◆ Exercise instructions
The answer must reproduce all of the data below exactly and contain no images.

◆ The input
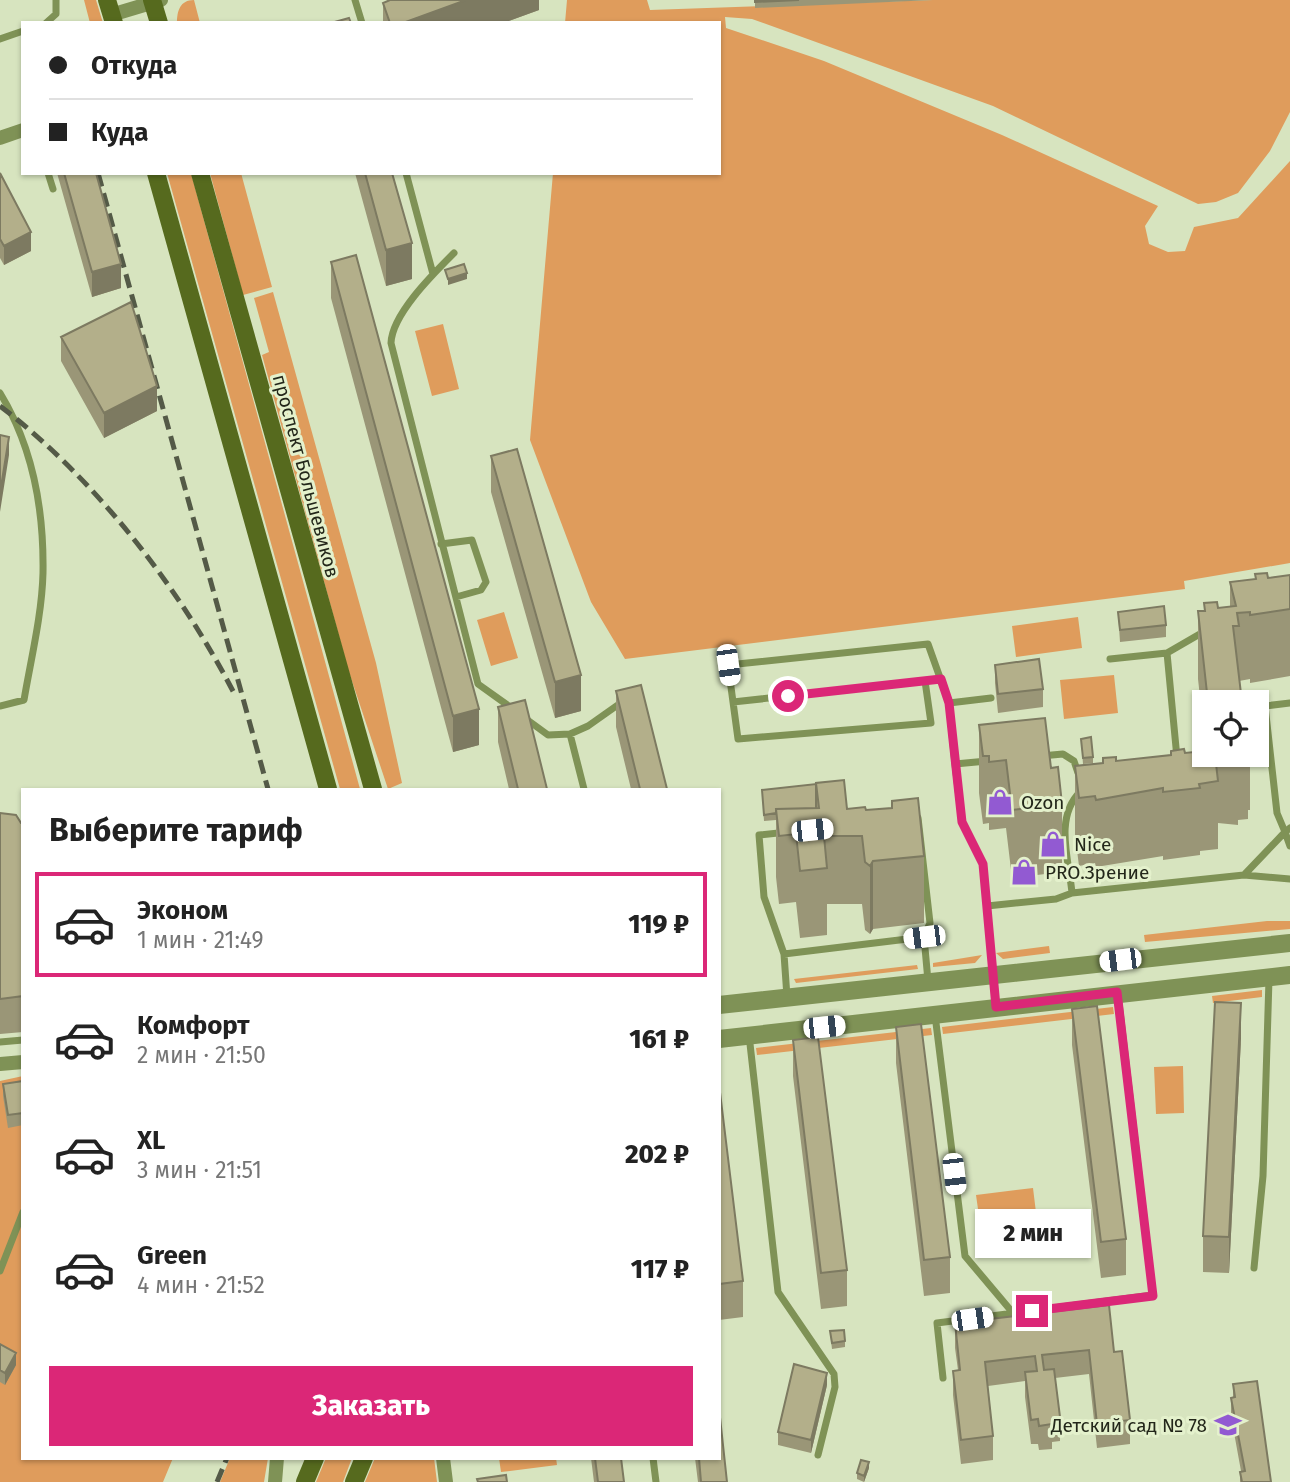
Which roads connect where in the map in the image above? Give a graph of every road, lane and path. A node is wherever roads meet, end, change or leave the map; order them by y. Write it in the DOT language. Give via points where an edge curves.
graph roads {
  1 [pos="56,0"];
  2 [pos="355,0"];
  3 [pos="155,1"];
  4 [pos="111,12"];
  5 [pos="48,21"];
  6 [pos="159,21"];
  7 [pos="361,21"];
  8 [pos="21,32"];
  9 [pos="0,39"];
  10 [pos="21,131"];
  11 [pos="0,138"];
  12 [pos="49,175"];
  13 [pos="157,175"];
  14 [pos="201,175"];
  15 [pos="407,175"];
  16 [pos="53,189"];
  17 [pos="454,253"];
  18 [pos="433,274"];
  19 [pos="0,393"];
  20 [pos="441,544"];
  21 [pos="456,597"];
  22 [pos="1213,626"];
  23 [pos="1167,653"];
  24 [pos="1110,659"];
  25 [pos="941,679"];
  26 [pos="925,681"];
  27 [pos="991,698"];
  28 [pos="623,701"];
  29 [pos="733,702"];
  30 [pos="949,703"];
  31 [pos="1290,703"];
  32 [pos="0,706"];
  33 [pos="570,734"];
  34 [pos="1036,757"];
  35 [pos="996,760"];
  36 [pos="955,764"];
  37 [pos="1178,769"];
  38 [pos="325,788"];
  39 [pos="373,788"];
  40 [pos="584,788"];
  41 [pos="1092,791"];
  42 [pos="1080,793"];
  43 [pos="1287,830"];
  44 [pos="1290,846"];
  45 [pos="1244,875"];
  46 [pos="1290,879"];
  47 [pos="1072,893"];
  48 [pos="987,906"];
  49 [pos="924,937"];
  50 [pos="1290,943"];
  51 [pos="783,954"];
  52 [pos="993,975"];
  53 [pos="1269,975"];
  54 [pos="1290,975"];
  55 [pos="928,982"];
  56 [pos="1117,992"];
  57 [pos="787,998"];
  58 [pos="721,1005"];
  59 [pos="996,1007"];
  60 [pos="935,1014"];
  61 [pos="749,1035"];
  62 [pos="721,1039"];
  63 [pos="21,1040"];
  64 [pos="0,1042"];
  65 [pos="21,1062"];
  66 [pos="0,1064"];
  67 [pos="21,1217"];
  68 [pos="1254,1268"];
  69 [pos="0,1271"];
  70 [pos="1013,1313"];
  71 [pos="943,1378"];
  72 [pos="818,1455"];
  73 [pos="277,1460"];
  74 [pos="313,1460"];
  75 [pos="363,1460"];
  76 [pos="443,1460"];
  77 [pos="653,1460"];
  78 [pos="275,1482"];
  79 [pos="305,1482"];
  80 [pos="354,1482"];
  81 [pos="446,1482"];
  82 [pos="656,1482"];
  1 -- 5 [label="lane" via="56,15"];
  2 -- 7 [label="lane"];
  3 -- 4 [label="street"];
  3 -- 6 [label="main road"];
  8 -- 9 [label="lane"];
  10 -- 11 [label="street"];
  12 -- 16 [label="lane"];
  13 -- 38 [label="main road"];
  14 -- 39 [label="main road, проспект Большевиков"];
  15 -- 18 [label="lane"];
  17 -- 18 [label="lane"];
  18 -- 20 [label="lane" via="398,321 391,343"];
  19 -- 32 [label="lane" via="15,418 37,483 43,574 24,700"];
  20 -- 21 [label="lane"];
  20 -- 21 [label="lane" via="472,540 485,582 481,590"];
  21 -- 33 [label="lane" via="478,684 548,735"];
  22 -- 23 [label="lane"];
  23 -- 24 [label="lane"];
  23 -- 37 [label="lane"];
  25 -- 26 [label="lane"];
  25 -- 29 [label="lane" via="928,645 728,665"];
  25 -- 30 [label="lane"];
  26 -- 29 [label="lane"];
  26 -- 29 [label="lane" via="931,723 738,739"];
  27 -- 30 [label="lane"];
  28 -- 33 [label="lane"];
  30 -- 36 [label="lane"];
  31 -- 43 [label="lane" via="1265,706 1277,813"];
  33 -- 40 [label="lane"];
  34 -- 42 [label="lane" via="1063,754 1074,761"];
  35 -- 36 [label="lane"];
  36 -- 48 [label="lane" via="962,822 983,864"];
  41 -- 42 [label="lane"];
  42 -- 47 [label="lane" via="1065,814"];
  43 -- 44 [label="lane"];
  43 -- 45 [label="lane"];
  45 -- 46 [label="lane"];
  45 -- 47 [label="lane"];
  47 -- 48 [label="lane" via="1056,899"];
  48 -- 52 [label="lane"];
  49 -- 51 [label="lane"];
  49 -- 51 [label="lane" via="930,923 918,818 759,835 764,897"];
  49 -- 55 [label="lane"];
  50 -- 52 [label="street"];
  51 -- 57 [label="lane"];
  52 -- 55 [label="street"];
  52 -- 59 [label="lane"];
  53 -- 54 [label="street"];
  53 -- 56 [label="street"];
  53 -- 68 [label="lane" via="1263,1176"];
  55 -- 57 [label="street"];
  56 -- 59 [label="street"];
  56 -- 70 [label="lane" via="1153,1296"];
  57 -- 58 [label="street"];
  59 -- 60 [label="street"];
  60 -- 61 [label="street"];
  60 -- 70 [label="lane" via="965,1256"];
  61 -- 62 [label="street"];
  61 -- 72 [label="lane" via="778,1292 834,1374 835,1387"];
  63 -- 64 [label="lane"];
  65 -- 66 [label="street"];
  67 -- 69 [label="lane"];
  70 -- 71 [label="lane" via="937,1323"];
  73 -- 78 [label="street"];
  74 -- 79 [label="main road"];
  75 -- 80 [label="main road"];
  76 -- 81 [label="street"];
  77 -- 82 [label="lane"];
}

◆ Exercise solution
Which roads connect where in the map in the image above? Give a graph of every road, lane and path. A node is wherever roads meet, end, change or leave the map; order them by y. Write it in the DOT language. Give via points where an edge curves.
graph roads {
  1 [pos="56,0"];
  2 [pos="355,0"];
  3 [pos="155,1"];
  4 [pos="111,12"];
  5 [pos="48,21"];
  6 [pos="159,21"];
  7 [pos="361,21"];
  8 [pos="21,32"];
  9 [pos="0,39"];
  10 [pos="21,131"];
  11 [pos="0,138"];
  12 [pos="49,175"];
  13 [pos="157,175"];
  14 [pos="201,175"];
  15 [pos="407,175"];
  16 [pos="53,189"];
  17 [pos="454,253"];
  18 [pos="433,274"];
  19 [pos="0,393"];
  20 [pos="441,544"];
  21 [pos="456,597"];
  22 [pos="1213,626"];
  23 [pos="1167,653"];
  24 [pos="1110,659"];
  25 [pos="941,679"];
  26 [pos="925,681"];
  27 [pos="991,698"];
  28 [pos="623,701"];
  29 [pos="733,702"];
  30 [pos="949,703"];
  31 [pos="1290,703"];
  32 [pos="0,706"];
  33 [pos="570,734"];
  34 [pos="1036,757"];
  35 [pos="996,760"];
  36 [pos="955,764"];
  37 [pos="1178,769"];
  38 [pos="325,788"];
  39 [pos="373,788"];
  40 [pos="584,788"];
  41 [pos="1092,791"];
  42 [pos="1080,793"];
  43 [pos="1287,830"];
  44 [pos="1290,846"];
  45 [pos="1244,875"];
  46 [pos="1290,879"];
  47 [pos="1072,893"];
  48 [pos="987,906"];
  49 [pos="924,937"];
  50 [pos="1290,943"];
  51 [pos="783,954"];
  52 [pos="993,975"];
  53 [pos="1269,975"];
  54 [pos="1290,975"];
  55 [pos="928,982"];
  56 [pos="1117,992"];
  57 [pos="787,998"];
  58 [pos="721,1005"];
  59 [pos="996,1007"];
  60 [pos="935,1014"];
  61 [pos="749,1035"];
  62 [pos="721,1039"];
  63 [pos="21,1040"];
  64 [pos="0,1042"];
  65 [pos="21,1062"];
  66 [pos="0,1064"];
  67 [pos="21,1217"];
  68 [pos="1254,1268"];
  69 [pos="0,1271"];
  70 [pos="1013,1313"];
  71 [pos="943,1378"];
  72 [pos="818,1455"];
  73 [pos="277,1460"];
  74 [pos="313,1460"];
  75 [pos="363,1460"];
  76 [pos="443,1460"];
  77 [pos="653,1460"];
  78 [pos="275,1482"];
  79 [pos="305,1482"];
  80 [pos="354,1482"];
  81 [pos="446,1482"];
  82 [pos="656,1482"];
  1 -- 5 [label="lane" via="56,15"];
  2 -- 7 [label="lane"];
  3 -- 4 [label="street"];
  3 -- 6 [label="main road"];
  8 -- 9 [label="lane"];
  10 -- 11 [label="street"];
  12 -- 16 [label="lane"];
  13 -- 38 [label="main road"];
  14 -- 39 [label="main road, проспект Большевиков"];
  15 -- 18 [label="lane"];
  17 -- 18 [label="lane"];
  18 -- 20 [label="lane" via="398,321 391,343"];
  19 -- 32 [label="lane" via="15,418 37,483 43,574 24,700"];
  20 -- 21 [label="lane"];
  20 -- 21 [label="lane" via="472,540 485,582 481,590"];
  21 -- 33 [label="lane" via="478,684 548,735"];
  22 -- 23 [label="lane"];
  23 -- 24 [label="lane"];
  23 -- 37 [label="lane"];
  25 -- 26 [label="lane"];
  25 -- 29 [label="lane" via="928,645 728,665"];
  25 -- 30 [label="lane"];
  26 -- 29 [label="lane"];
  26 -- 29 [label="lane" via="931,723 738,739"];
  27 -- 30 [label="lane"];
  28 -- 33 [label="lane"];
  30 -- 36 [label="lane"];
  31 -- 43 [label="lane" via="1265,706 1277,813"];
  33 -- 40 [label="lane"];
  34 -- 42 [label="lane" via="1063,754 1074,761"];
  35 -- 36 [label="lane"];
  36 -- 48 [label="lane" via="962,822 983,864"];
  41 -- 42 [label="lane"];
  42 -- 47 [label="lane" via="1065,814"];
  43 -- 44 [label="lane"];
  43 -- 45 [label="lane"];
  45 -- 46 [label="lane"];
  45 -- 47 [label="lane"];
  47 -- 48 [label="lane" via="1056,899"];
  48 -- 52 [label="lane"];
  49 -- 51 [label="lane"];
  49 -- 51 [label="lane" via="930,923 918,818 759,835 764,897"];
  49 -- 55 [label="lane"];
  50 -- 52 [label="street"];
  51 -- 57 [label="lane"];
  52 -- 55 [label="street"];
  52 -- 59 [label="lane"];
  53 -- 54 [label="street"];
  53 -- 56 [label="street"];
  53 -- 68 [label="lane" via="1263,1176"];
  55 -- 57 [label="street"];
  56 -- 59 [label="street"];
  56 -- 70 [label="lane" via="1153,1296"];
  57 -- 58 [label="street"];
  59 -- 60 [label="street"];
  60 -- 61 [label="street"];
  60 -- 70 [label="lane" via="965,1256"];
  61 -- 62 [label="street"];
  61 -- 72 [label="lane" via="778,1292 834,1374 835,1387"];
  63 -- 64 [label="lane"];
  65 -- 66 [label="street"];
  67 -- 69 [label="lane"];
  70 -- 71 [label="lane" via="937,1323"];
  73 -- 78 [label="street"];
  74 -- 79 [label="main road"];
  75 -- 80 [label="main road"];
  76 -- 81 [label="street"];
  77 -- 82 [label="lane"];
}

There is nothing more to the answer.